◆ **WORK ITEM**: Scan the data below and pick out the lines containing the word "Antônio".

==== SOURCE DATA ====

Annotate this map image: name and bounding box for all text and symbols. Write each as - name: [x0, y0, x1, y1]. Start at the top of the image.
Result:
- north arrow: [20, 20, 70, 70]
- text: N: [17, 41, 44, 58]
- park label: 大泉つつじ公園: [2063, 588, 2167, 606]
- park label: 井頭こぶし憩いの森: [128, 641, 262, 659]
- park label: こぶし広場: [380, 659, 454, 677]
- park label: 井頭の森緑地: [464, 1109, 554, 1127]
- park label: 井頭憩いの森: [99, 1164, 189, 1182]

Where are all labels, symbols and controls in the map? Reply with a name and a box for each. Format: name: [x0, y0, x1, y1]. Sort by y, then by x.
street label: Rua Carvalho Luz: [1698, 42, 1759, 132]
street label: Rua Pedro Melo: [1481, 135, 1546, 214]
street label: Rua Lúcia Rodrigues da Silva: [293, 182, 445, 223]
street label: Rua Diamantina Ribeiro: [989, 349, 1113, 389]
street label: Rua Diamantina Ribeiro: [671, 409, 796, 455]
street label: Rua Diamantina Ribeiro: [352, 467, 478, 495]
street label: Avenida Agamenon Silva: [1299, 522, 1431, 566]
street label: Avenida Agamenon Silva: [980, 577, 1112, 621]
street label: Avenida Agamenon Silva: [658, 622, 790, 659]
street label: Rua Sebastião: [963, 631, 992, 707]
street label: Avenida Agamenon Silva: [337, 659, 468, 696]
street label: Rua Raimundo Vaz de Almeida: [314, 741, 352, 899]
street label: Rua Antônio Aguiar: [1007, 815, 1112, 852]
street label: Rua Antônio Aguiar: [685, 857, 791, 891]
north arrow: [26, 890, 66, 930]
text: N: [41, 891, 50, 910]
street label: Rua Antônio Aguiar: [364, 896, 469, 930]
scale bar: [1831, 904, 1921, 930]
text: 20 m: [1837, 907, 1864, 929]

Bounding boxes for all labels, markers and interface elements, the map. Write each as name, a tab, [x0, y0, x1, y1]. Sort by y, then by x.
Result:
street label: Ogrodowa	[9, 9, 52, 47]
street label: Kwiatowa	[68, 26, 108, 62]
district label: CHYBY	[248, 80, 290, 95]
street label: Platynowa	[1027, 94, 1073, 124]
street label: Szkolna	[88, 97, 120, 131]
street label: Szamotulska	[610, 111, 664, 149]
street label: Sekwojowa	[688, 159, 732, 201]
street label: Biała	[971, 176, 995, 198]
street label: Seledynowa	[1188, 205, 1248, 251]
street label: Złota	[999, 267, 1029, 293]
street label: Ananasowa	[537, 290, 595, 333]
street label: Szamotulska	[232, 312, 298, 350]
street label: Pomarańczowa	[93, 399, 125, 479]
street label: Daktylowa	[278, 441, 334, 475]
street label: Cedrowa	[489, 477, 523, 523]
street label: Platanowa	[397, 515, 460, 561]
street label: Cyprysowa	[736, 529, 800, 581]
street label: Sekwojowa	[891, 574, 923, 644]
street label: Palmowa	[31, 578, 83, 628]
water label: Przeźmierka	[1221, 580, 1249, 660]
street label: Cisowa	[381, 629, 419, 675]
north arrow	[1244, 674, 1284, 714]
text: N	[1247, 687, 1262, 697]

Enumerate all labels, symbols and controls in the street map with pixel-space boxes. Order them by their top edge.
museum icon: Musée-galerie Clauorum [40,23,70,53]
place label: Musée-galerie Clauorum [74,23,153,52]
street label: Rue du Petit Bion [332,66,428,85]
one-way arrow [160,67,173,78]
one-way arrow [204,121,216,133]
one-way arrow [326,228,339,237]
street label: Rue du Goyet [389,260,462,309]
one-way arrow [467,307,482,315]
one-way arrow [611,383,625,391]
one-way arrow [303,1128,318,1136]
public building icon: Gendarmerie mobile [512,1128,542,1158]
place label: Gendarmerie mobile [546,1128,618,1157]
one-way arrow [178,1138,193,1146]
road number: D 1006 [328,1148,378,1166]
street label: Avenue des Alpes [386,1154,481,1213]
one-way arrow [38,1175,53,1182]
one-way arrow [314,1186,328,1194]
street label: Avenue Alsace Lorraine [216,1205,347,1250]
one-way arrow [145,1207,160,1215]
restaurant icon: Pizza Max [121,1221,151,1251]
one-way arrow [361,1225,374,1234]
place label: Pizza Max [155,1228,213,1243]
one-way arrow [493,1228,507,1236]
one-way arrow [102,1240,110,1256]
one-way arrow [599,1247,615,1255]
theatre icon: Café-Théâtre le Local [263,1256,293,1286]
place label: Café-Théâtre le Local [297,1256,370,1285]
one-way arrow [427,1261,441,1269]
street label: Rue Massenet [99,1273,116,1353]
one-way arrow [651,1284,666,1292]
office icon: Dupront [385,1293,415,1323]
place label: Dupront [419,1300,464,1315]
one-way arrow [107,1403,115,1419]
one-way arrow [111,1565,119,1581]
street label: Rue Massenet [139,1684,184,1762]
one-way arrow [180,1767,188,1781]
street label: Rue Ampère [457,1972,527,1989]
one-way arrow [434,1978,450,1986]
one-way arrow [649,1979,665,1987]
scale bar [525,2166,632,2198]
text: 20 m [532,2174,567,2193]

====

◆ **SOLUTION BELOW**:
street label: Rua Antônio Aguiar: [1007, 815, 1112, 852]
street label: Rua Antônio Aguiar: [685, 857, 791, 891]
street label: Rua Antônio Aguiar: [364, 896, 469, 930]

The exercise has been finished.